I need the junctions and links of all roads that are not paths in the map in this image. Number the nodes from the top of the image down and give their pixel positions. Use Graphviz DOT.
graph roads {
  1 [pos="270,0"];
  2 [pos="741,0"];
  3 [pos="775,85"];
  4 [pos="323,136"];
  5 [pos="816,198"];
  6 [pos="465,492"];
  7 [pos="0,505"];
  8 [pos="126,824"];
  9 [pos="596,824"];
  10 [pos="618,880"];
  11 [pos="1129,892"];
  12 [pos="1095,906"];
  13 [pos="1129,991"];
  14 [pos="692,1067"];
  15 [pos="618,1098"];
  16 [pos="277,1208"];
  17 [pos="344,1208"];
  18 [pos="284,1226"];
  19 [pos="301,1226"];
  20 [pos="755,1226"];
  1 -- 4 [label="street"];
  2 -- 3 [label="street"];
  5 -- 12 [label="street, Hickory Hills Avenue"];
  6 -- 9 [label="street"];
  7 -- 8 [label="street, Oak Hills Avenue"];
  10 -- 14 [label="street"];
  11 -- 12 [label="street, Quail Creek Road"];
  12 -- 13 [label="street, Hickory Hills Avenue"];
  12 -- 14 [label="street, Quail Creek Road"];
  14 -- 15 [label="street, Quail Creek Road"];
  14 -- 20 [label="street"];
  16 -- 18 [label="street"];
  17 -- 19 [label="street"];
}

- TASK DESCRIPTION
Every entry shown above should be written out again without a single difference.

- WRITTEN ANSWER
I need the junctions and links of all roads that are not paths in the map in this image. Number the nodes from the top of the image down and give their pixel positions. Use Graphviz DOT.
graph roads {
  1 [pos="270,0"];
  2 [pos="741,0"];
  3 [pos="775,85"];
  4 [pos="323,136"];
  5 [pos="816,198"];
  6 [pos="465,492"];
  7 [pos="0,505"];
  8 [pos="126,824"];
  9 [pos="596,824"];
  10 [pos="618,880"];
  11 [pos="1129,892"];
  12 [pos="1095,906"];
  13 [pos="1129,991"];
  14 [pos="692,1067"];
  15 [pos="618,1098"];
  16 [pos="277,1208"];
  17 [pos="344,1208"];
  18 [pos="284,1226"];
  19 [pos="301,1226"];
  20 [pos="755,1226"];
  1 -- 4 [label="street"];
  2 -- 3 [label="street"];
  5 -- 12 [label="street, Hickory Hills Avenue"];
  6 -- 9 [label="street"];
  7 -- 8 [label="street, Oak Hills Avenue"];
  10 -- 14 [label="street"];
  11 -- 12 [label="street, Quail Creek Road"];
  12 -- 13 [label="street, Hickory Hills Avenue"];
  12 -- 14 [label="street, Quail Creek Road"];
  14 -- 15 [label="street, Quail Creek Road"];
  14 -- 20 [label="street"];
  16 -- 18 [label="street"];
  17 -- 19 [label="street"];
}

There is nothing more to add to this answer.